Electronic Journal of Research in Educational Psychology, v7 n3 p1131-1156 2009
Introduction: Most approaches to reducing the socially inappropriate behavior of adolescents target the individual rather than a group. Evidence suggests greater efficiency and longlasting effects may be achieved when groups of peers work together to make meaningful contributions to their communities through service learning projects. In the systems-intervention program presented here, titled "Positive Peer Group", interventions are implemented with the goal of developing enhanced skills, increasing personal responsibility, increasing students' bonding to their school community, developing an ability to manage conflict responsibly, identifying with positive peers, and increasing social skill repertoires.
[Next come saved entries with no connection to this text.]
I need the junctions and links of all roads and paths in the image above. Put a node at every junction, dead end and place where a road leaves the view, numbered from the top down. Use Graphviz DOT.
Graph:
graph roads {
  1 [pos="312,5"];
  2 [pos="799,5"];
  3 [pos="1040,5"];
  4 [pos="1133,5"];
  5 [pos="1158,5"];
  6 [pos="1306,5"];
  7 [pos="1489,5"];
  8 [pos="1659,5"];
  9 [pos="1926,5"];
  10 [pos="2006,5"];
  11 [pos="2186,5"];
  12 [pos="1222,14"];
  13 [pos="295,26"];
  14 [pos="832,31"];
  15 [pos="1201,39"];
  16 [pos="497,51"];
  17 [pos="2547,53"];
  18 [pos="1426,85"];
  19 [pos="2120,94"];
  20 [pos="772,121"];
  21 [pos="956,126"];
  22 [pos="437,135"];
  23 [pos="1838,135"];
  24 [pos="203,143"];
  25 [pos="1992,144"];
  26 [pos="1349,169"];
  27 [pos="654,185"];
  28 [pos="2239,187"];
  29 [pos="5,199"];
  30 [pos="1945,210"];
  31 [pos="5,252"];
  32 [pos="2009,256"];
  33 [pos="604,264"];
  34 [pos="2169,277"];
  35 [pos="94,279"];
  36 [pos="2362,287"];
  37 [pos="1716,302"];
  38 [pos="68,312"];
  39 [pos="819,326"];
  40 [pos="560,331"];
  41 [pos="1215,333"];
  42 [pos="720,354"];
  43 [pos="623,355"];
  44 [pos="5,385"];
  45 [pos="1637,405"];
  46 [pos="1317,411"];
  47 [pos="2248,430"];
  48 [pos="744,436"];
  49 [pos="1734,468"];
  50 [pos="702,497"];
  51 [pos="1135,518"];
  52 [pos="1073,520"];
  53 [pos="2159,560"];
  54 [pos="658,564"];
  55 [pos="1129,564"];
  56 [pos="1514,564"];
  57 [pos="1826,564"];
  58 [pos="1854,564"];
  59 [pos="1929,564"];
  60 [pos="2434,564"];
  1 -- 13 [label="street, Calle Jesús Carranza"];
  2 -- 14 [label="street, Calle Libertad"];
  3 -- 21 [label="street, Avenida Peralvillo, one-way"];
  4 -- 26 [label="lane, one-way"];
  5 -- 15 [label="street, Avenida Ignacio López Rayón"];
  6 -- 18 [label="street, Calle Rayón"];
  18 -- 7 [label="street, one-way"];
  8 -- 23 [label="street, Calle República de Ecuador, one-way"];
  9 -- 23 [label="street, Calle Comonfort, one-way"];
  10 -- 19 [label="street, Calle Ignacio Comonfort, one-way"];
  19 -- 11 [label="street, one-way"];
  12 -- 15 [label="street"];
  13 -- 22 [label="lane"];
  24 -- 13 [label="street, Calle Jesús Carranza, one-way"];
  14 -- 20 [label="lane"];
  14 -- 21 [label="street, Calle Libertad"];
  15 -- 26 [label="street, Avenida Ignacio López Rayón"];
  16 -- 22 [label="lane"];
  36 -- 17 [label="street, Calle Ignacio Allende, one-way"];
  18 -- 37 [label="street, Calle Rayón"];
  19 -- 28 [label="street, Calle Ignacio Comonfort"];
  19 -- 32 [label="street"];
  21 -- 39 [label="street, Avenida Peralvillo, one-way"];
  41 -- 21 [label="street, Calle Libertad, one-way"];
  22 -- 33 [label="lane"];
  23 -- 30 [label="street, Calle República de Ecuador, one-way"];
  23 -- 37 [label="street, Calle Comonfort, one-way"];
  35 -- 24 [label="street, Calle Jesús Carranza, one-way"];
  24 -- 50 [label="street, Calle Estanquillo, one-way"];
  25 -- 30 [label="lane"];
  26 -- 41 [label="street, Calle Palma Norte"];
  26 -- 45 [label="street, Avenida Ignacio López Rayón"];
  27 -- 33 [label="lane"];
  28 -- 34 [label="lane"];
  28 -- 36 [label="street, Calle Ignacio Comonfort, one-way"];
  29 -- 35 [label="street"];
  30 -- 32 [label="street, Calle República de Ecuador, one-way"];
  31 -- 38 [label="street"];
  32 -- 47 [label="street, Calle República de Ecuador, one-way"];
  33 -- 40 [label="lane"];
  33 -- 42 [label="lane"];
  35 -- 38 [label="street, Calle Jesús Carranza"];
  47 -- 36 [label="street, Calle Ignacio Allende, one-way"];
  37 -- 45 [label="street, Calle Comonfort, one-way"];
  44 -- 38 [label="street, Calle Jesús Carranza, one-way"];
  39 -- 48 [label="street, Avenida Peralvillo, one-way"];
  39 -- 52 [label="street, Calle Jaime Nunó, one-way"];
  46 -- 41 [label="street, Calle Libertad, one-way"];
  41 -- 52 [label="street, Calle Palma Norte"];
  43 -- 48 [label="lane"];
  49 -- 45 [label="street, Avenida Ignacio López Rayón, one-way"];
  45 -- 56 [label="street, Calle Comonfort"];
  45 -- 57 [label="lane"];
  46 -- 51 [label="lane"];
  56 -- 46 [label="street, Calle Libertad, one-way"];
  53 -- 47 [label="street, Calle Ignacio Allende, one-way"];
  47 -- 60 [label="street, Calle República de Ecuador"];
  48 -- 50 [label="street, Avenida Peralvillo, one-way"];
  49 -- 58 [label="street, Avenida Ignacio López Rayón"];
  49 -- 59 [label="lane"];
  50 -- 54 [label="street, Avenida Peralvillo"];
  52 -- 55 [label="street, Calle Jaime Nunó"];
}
Method: The subjects were 198 students attending 17 schools with matched controls in Ohio, USA. Prior to entry into the program students exhibited characteristics signaling a capacity for leadership whether as positive role models or as potential leaders of a disaffected group likely to engage in negative behavior patterns. Students experiencing the experimental condition were offered opportunities to work together in small, heterogeneous groups on projects that contributed to improving their school or solving a problem that they themselves recognized within their school or community. Results: Self-report measures taken pre- and post-intervention confirm statistically significant improvements in behavioral accountability, bonding to school, anger management, and the establishment of a psychological sense of school membership--all primary goals for this intervention. Discussion and Conclusion: These data strongly support the contention that increased affiliation with the life of the school established through service-learning enhances social skill development and may inoculate children from becoming further disaffected. (Contains 5 figures and 5 tables.)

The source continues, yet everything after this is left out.